A path is a flattened tree of relationships. For example:
(a)-[r1]->(b)-[r2]->(c)
// is equivalent to:
[ | [r1 | (a), (b)], [r2 | (b),(c)] ]
The subject pattern notation uses [ subject | elements ] to explicitly show pattern structure:
// A team with members as elements
[devrel:Team {name: "Developer Relations"} | abk, adam, alex]
// A simple atomic pattern (no elements)
[:Person {name: "Andreas", roles: ["author"]}]

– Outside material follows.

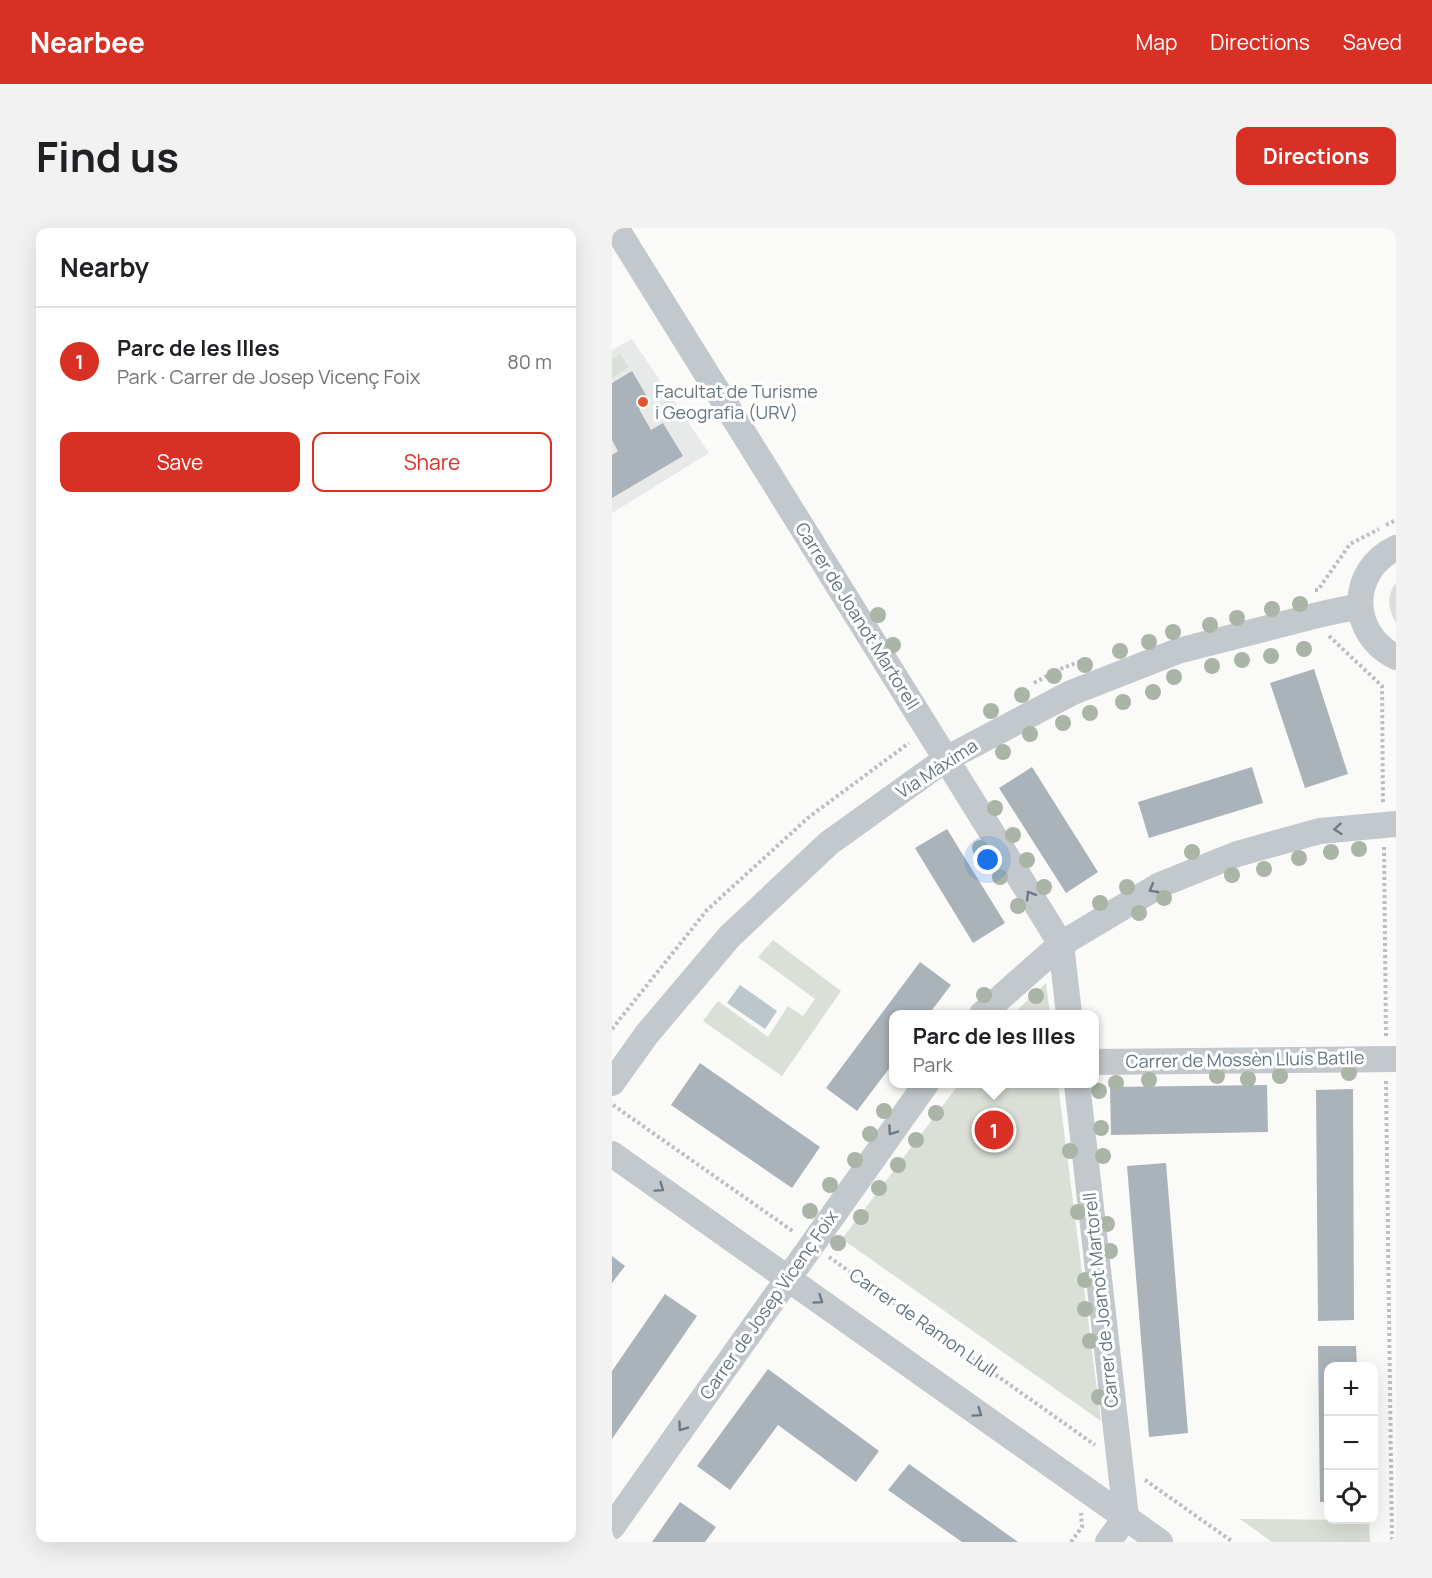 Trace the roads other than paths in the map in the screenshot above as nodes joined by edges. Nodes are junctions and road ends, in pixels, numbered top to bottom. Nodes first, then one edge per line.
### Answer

Parentheses ( subject ) provide familiar graph node syntax:
() // Empty node
(a) // Node with identifier
(a:Person) // Node with identifier and label
(a:Person {name: "Alice"}) // Node with identifier, label, and properties
Arrows connect nodes to express graph relationships:
// Path notation for graph relationships
(a:Person)-[:KNOWS]->(b:Person)
// Subject Pattern notation can contain path patterns
[social:Graph |
(a:Person {name: "Alice"}),
(b:Person {name: "Bob"}),
(a)-[:KNOWS]->(b)
]
Gram files support comments using // syntax:
// This is a line comment
(hello)-->(world) // End-of-line comment
Learn more about gram at the gram-data github org.
This repository includes editor integrations for syntax highlighting and language support:
- Zed Editor - Full syntax highlighting and language support
- More editors coming soon! Contributions welcome.
See editors/README.md for installation instructions and available features.
Tree-sitter bindings are available for multiple languages:
- Node.js:
npm install @gram-data/tree-sitter-gram - Rust: Available via
Cargo.toml - Python: Install via
pip install . - Go: Import from this repository
- Swift: Available via Swift Package Manager
- C: Build with included Makefile
Generate the parser after grammar changes:
npx tree-sitter generate
npx tree-sitter testRun language binding tests:
npm test # Node.js bindings
cargo test # Rust bindings
python -m pytest # Python bindings
make test # C bindingsSee DEVELOP.md for detailed development guidelines.